Appendicitis is a very common disease. More than 8 per cent of men and almost 7 per cent of women contract appendicitis at some time in their lives. It can occur at any age and is the most common cause of acute abdominal pain. The appendix – more correctly the vermiform (‘worm-shaped’) appendix – is a blind-ended intestinal tube starting from the great bowel near the junction with the small bowel, located in the right lower quadrant of the abdomen. It is less than a centimetre
in diameter and some ten centimetres long.
Doctors knew about the small organ for a long time, but it had never occurred to anyone that such a small thing could have such disastrous consequences. It is because it is so small that, once it is inflamed, it can burst quite quickly. The contents of the intestines are then released into the abdomen, which causes peritonitis, inflammation of the entire peritoneum, the lining of the abdominal cavity. And that is why the link was never made between that small appendix and the fatal consequences of an abdominal inflammation. Before surgeons dared to open up a living patient’s abdomen with any degree of success in the nineteenth century, they only saw the final state of the appendix in the body of the deceased.
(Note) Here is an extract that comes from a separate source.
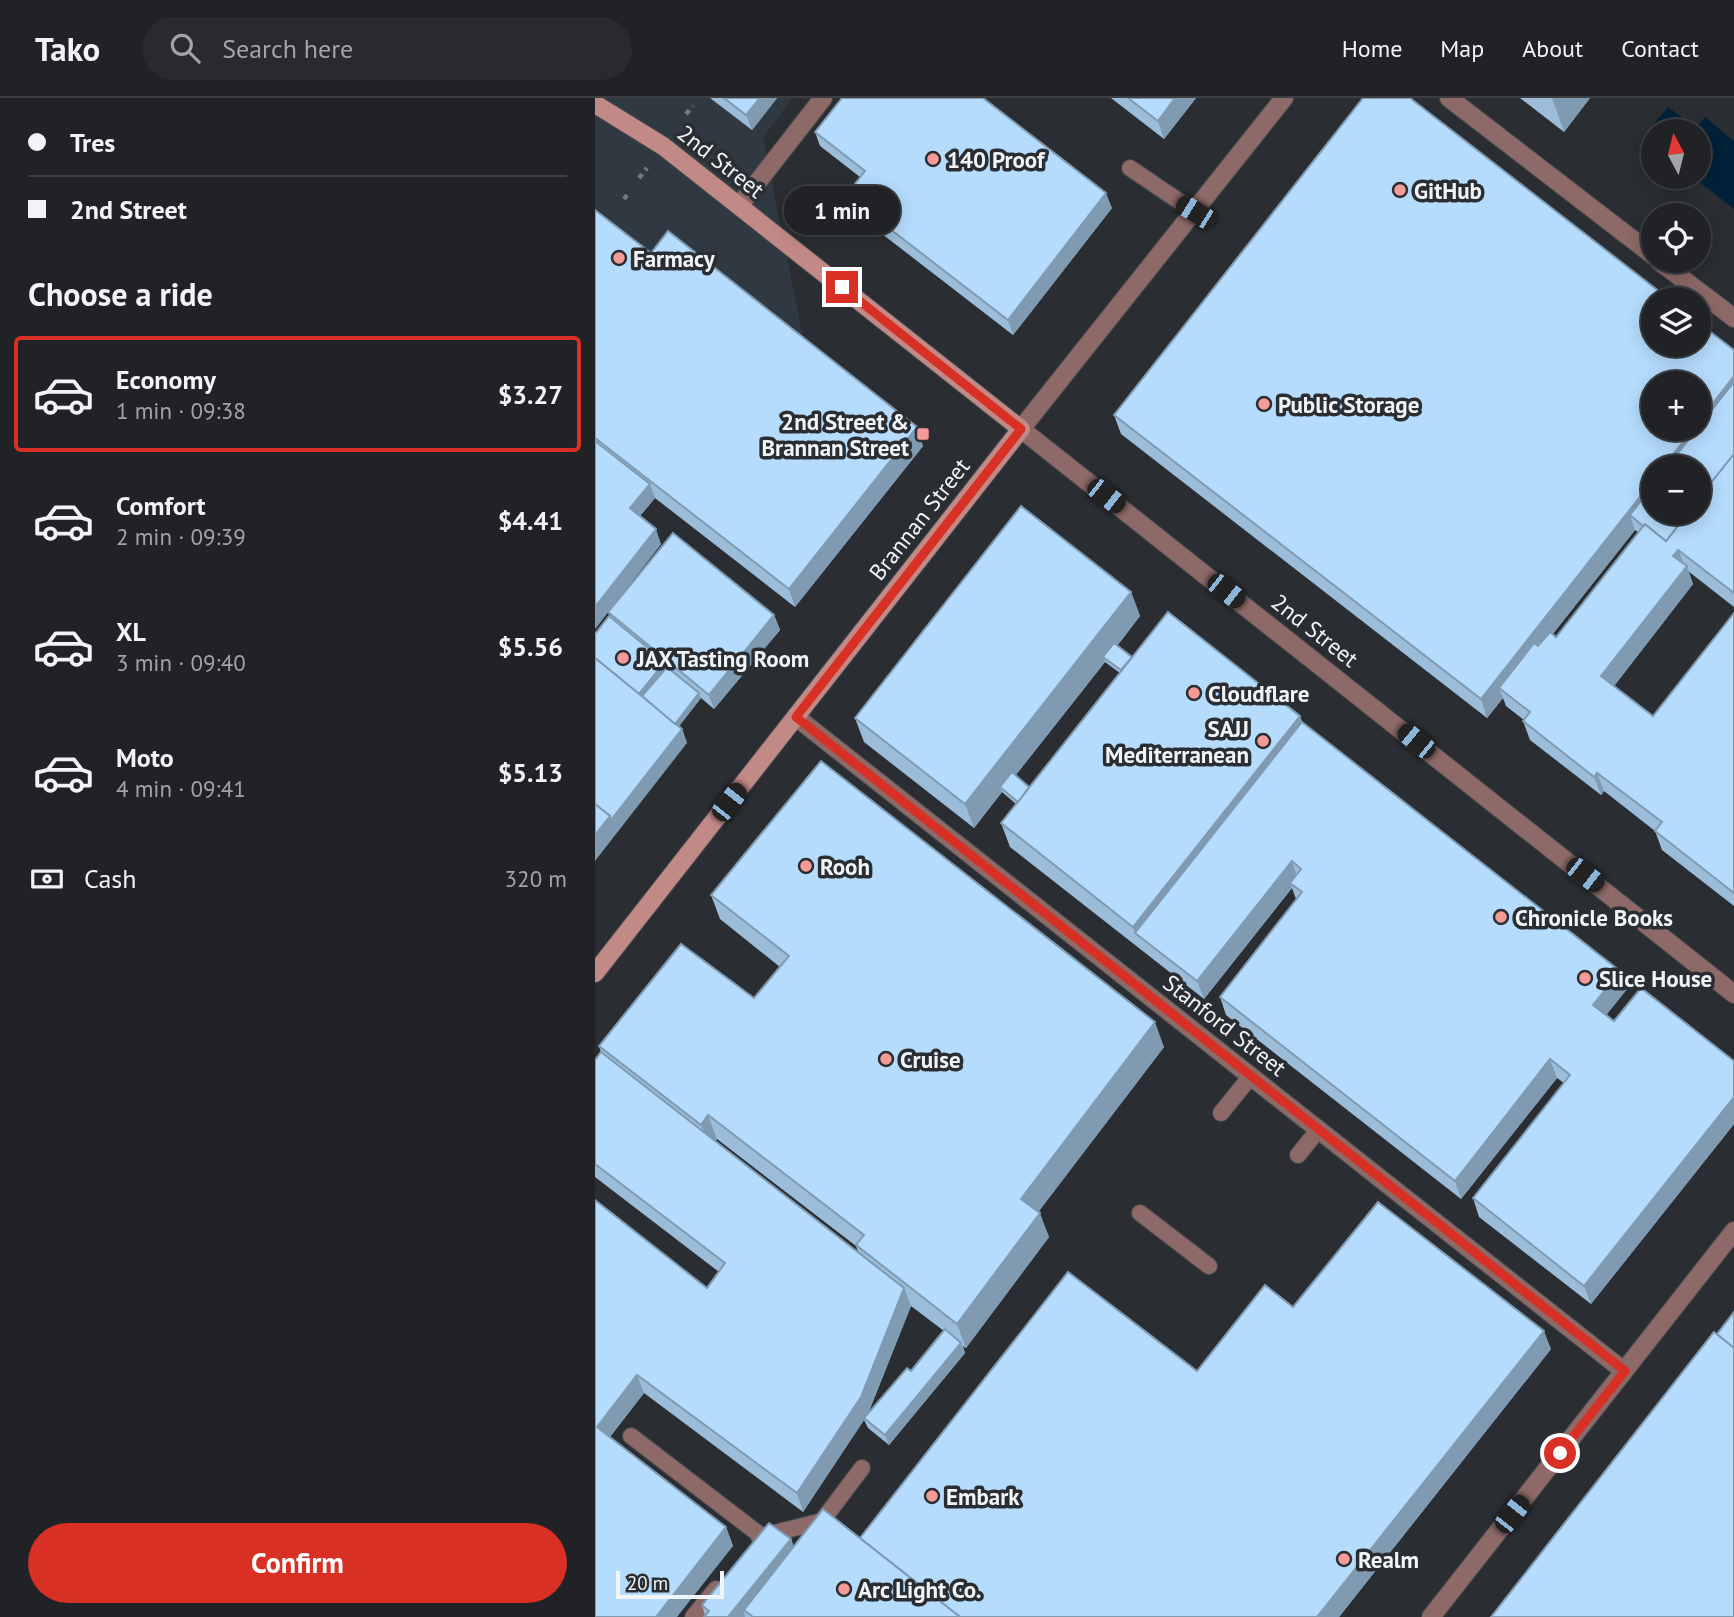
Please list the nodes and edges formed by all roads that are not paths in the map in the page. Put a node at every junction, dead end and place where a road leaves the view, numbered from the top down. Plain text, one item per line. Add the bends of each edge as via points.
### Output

During the autopsy, amid the debris of full-scale peritonitis, no one had ever noticed the rupture of that tiny, worm-shaped appendage.
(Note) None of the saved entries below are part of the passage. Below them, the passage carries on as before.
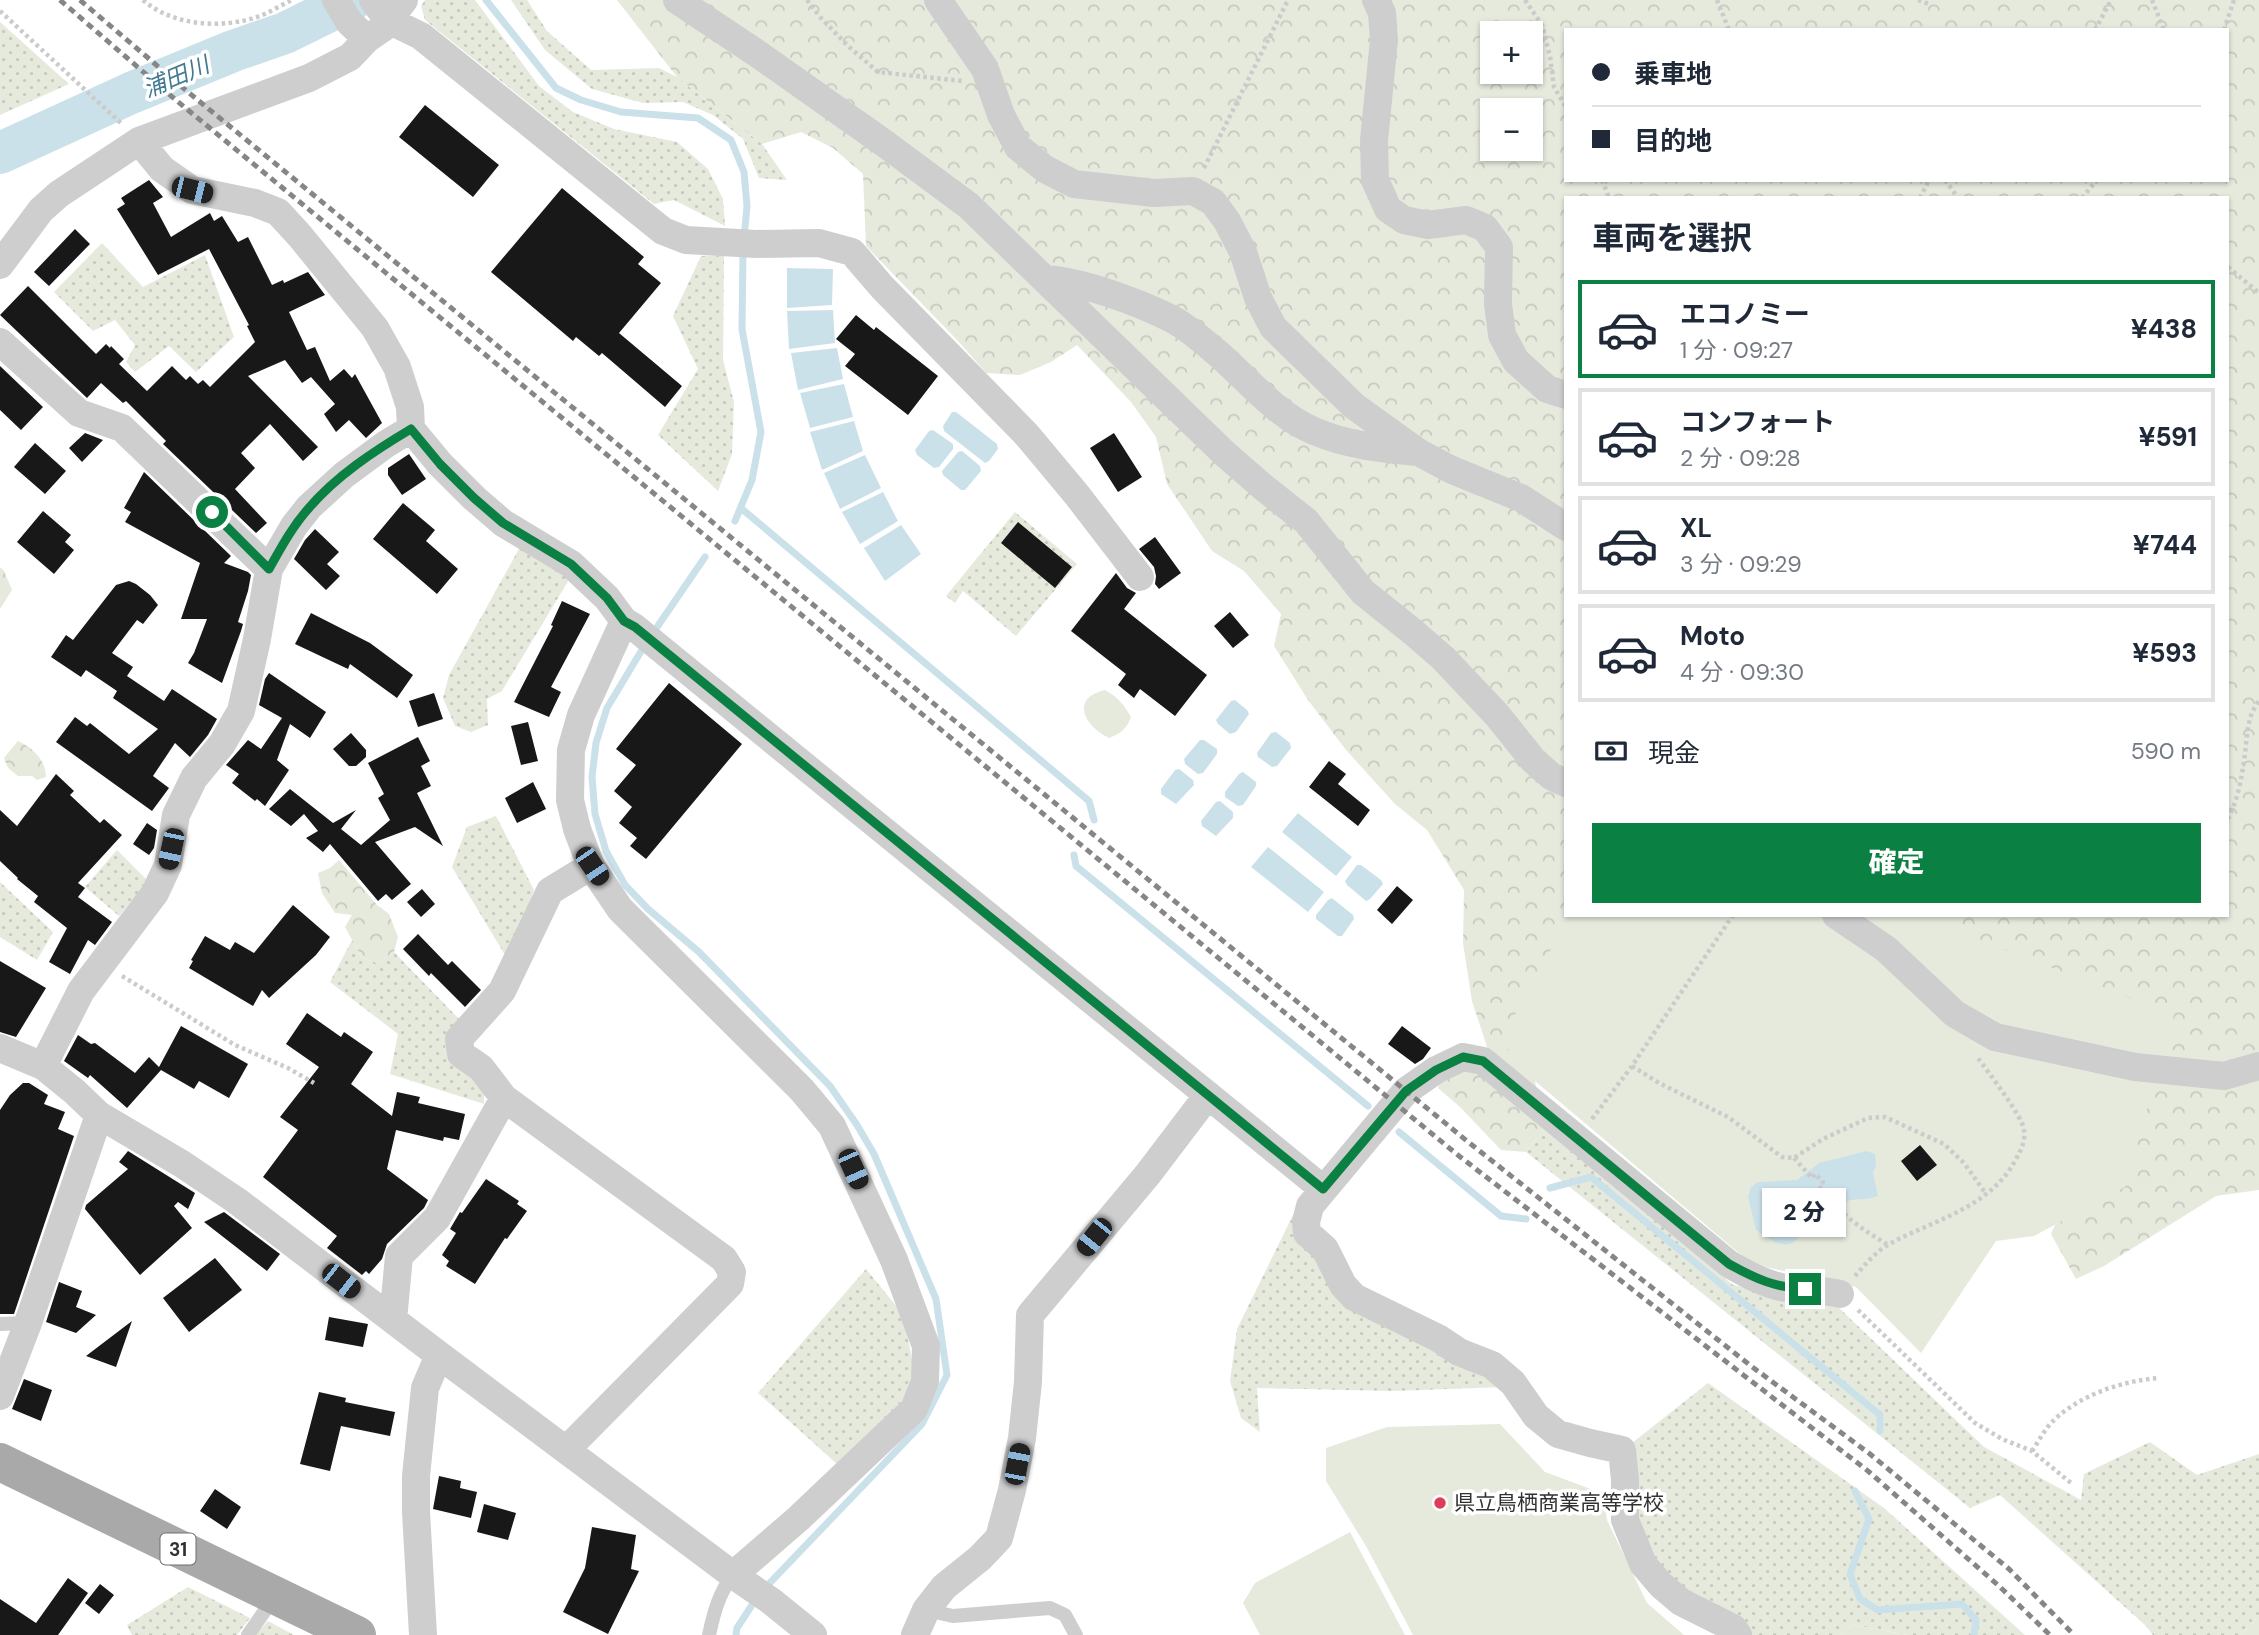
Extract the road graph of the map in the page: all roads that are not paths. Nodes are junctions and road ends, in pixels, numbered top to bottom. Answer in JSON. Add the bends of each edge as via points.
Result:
{"nodes":[{"id":1,"x":677,"y":0,"type":"edge"},
{"id":2,"x":938,"y":0,"type":"edge"},
{"id":3,"x":1376,"y":0,"type":"edge"},
{"id":4,"x":385,"y":5,"type":"edge"},
{"id":5,"x":351,"y":20,"type":"edge"},
{"id":6,"x":139,"y":141,"type":"junction"},
{"id":7,"x":0,"y":265,"type":"edge"},
{"id":8,"x":1046,"y":278,"type":"junction"},
{"id":9,"x":0,"y":342,"type":"edge"},
{"id":10,"x":1564,"y":394,"type":"edge"},
{"id":11,"x":411,"y":429,"type":"junction"},
{"id":12,"x":1418,"y":452,"type":"junction"},
{"id":13,"x":1564,"y":526,"type":"edge"},
{"id":14,"x":269,"y":569,"type":"junction"},
{"id":15,"x":1140,"y":577,"type":"dead end"},
{"id":16,"x":629,"y":624,"type":"junction"},
{"id":17,"x":1564,"y":782,"type":"edge"},
{"id":18,"x":592,"y":866,"type":"junction"},
{"id":19,"x":1839,"y":917,"type":"edge"},
{"id":20,"x":0,"y":1048,"type":"edge"},
{"id":21,"x":43,"y":1066,"type":"junction"},
{"id":22,"x":2259,"y":1066,"type":"edge"},
{"id":23,"x":1208,"y":1095,"type":"junction"},
{"id":24,"x":504,"y":1098,"type":"junction"},
{"id":25,"x":99,"y":1115,"type":"junction"},
{"id":26,"x":1323,"y":1189,"type":"junction"},
{"id":27,"x":1840,"y":1294,"type":"road end"},
{"id":28,"x":393,"y":1320,"type":"junction"},
{"id":29,"x":14,"y":1323,"type":"edge"},
{"id":30,"x":439,"y":1355,"type":"junction"},
{"id":31,"x":0,"y":1396,"type":"edge"},
{"id":32,"x":566,"y":1450,"type":"junction"},
{"id":33,"x":0,"y":1462,"type":"edge"},
{"id":34,"x":737,"y":1578,"type":"junction"},
{"id":35,"x":276,"y":1596,"type":"junction"},
{"id":36,"x":926,"y":1610,"type":"junction"},
{"id":37,"x":248,"y":1635,"type":"edge"},
{"id":38,"x":356,"y":1635,"type":"edge"},
{"id":39,"x":423,"y":1635,"type":"edge"},
{"id":40,"x":709,"y":1635,"type":"edge"},
{"id":41,"x":813,"y":1635,"type":"edge"},
{"id":42,"x":915,"y":1635,"type":"edge"},
{"id":43,"x":1076,"y":1635,"type":"edge"},
{"id":44,"x":1738,"y":1635,"type":"edge"}],
"edges":[{"from":1,"to":8,"type":"street","via":[[969,206]]},
{"from":2,"to":12,"type":"street","via":[[985,69],[1018,147],[1074,184],[1154,193],[1193,191],[1213,202],[1243,252],[1273,327],[1354,406]]},
{"from":3,"to":10,"type":"street","via":[[1384,40],[1374,140],[1375,180],[1388,209],[1404,220],[1428,225],[1466,220],[1485,228],[1499,247],[1502,335],[1516,361],[1547,389]]},
{"from":4,"to":5,"type":"street","via":[[383,28]]},
{"from":4,"to":15,"type":"street","via":[[663,231],[686,240],[819,243],[852,252],[1026,434]]},
{"from":5,"to":6,"type":"street","via":[[350,57],[309,78]]},
{"from":6,"to":7,"type":"street","via":[[41,210]]},
{"from":6,"to":11,"type":"street","via":[[162,169],[192,190],[278,212],[376,328],[397,367],[410,407]]},
{"from":8,"to":12,"type":"street","via":[[1080,285],[1175,320],[1292,419],[1315,432],[1377,448]]},
{"from":8,"to":17,"type":"street","via":[[1225,454],[1306,521],[1363,592],[1443,658],[1534,760]]},
{"from":9,"to":14,"type":"street","via":[[79,413],[122,428]]},
{"from":11,"to":14,"type":"street","via":[[344,475],[309,507]]},
{"from":11,"to":16,"type":"street","via":[[474,498],[503,523],[571,564]]},
{"from":12,"to":13,"type":"street","via":[[1521,498]]},
{"from":14,"to":21,"type":"street","via":[[241,711],[194,778],[176,815],[168,865],[155,893],[81,991]]},
{"from":16,"to":18,"type":"street","via":[[581,715],[571,750],[570,800]]},
{"from":16,"to":23,"type":"street"},
{"from":18,"to":24,"type":"street","via":[[550,891],[502,991],[460,1039],[461,1054],[481,1068]]},
{"from":18,"to":34,"type":"street","via":[[620,909],[802,1090],[832,1126],[894,1260],[926,1346],[925,1381],[914,1409]]},
{"from":19,"to":22,"type":"street","via":[[1886,949],[1955,1014],[1995,1037],[2135,1068],[2224,1076]]},
{"from":20,"to":21,"type":"street"},
{"from":21,"to":25,"type":"street"},
{"from":23,"to":26,"type":"street"},
{"from":23,"to":36,"type":"street","via":[[1030,1315],[1022,1438],[999,1538],[944,1587]]},
{"from":24,"to":28,"type":"street","via":[[437,1218],[399,1256]]},
{"from":24,"to":32,"type":"street","via":[[724,1259],[732,1272],[730,1284]]},
{"from":25,"to":28,"type":"street","via":[[237,1201]]},
{"from":25,"to":29,"type":"street"},
{"from":26,"to":27,"type":"street","via":[[1406,1091],[1463,1057],[1483,1061],[1729,1264],[1785,1288]]},
{"from":26,"to":44,"type":"street","via":[[1310,1206],[1307,1233],[1325,1249],[1354,1297],[1492,1366],[1558,1434],[1622,1450],[1625,1520],[1643,1564],[1681,1602],[1733,1628]]},
{"from":28,"to":30,"type":"street"},
{"from":29,"to":31,"type":"street"},
{"from":30,"to":32,"type":"street"},
{"from":30,"to":39,"type":"street","via":[[425,1388],[416,1476]]},
{"from":32,"to":34,"type":"street"},
{"from":33,"to":35,"type":"main road","number":"31"},
{"from":34,"to":40,"type":"lane","via":[[722,1590]]},
{"from":34,"to":41,"type":"street"},
{"from":35,"to":37,"type":"lane"},
{"from":35,"to":38,"type":"main road","number":"31"},
{"from":36,"to":42,"type":"street"},
{"from":36,"to":43,"type":"lane","via":[[953,1616],[1050,1608],[1065,1615]]}]}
Appendicitis generates a typical series of symptoms that reflect the successive stages of the disease, starting with the inflammation of the appendix itself. This causes a vague organic pain in the centre of the upper abdomen. Within a day, the inflammation expands around the appendix and starts to irritate the peritoneum in the area where it is located, on the right side of the lower abdomen. This local pain is much more acute and pronounced than the vague organic pain. Typically, patients with appendicitis describe the pain as moving downwards from the centre to the lower right of the abdomen, increasing in severity as it does so. The local irritation of the peritoneum also causes fever, loss of appetite (anorexia) and, above all, pain during movement. Patients can no longer tolerate being touched or making sudden movements, and prefer to lie still, flat on their backs with their legs pulled up. For a normal person in this stage of the disease, it would seem impossible to remain standing in front of a theatre full of people, not to mention allow themselves to be tied up, hung upside down and immersed in the Chinese Water Torture Cell as Houdini did.